▶ _What you have to do_
From the data below, please reproduce exactly everything from the line that contains "middle dip: (380, 241)" down to the line that contains "index pip: (317, 195)", with both ends included.

▶ _Records_
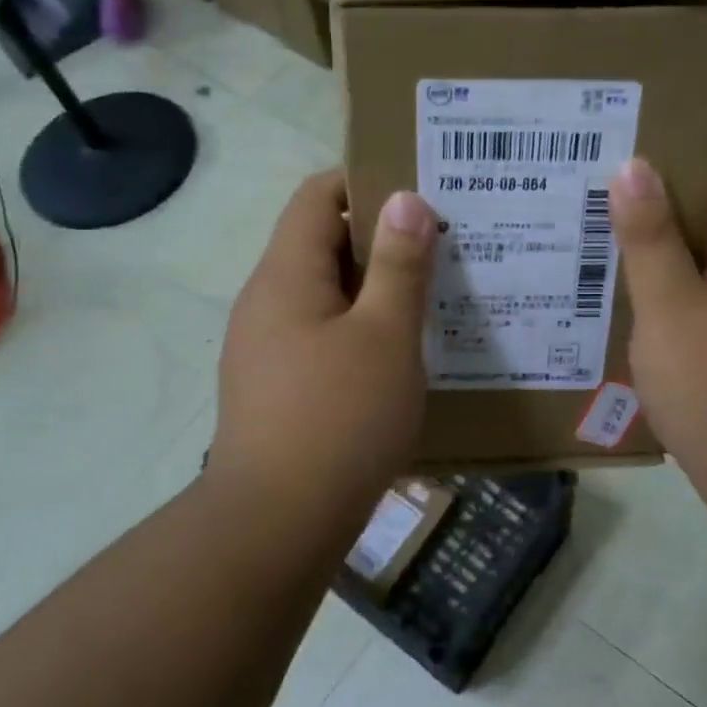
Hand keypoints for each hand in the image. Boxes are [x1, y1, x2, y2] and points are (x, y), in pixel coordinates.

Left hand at [207, 170, 436, 530]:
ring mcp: (264, 348)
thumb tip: (405, 200)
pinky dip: (358, 332)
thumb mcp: (385, 336)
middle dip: (380, 241)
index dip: (366, 182)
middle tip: (442, 249)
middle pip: (321, 244)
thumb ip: (399, 265)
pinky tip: (397, 357)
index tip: (420, 195)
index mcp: (285, 275)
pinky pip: (320, 337)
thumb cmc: (339, 419)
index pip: (317, 195)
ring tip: (430, 301)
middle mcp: (265, 301)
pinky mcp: (274, 388)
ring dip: (373, 291)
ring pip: (324, 296)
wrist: (277, 524)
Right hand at [609, 153, 706, 514]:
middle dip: (658, 199)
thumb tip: (633, 165)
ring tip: (596, 240)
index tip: (625, 143)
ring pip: (706, 261)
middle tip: (592, 191)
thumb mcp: (671, 308)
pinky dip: (670, 295)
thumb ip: (649, 237)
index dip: (685, 146)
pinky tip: (626, 305)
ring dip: (660, 250)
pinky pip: (706, 302)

▶ _Result of this exercise_
middle dip: (380, 241)
index dip: (366, 182)
middle tip: (442, 249)
middle pip: (321, 244)
thumb ip: (399, 265)
pinky tip: (397, 357)
index tip: (420, 195)
index mcp: (285, 275)
pinky pip: (320, 337)
thumb cmc: (339, 419)
index pip: (317, 195)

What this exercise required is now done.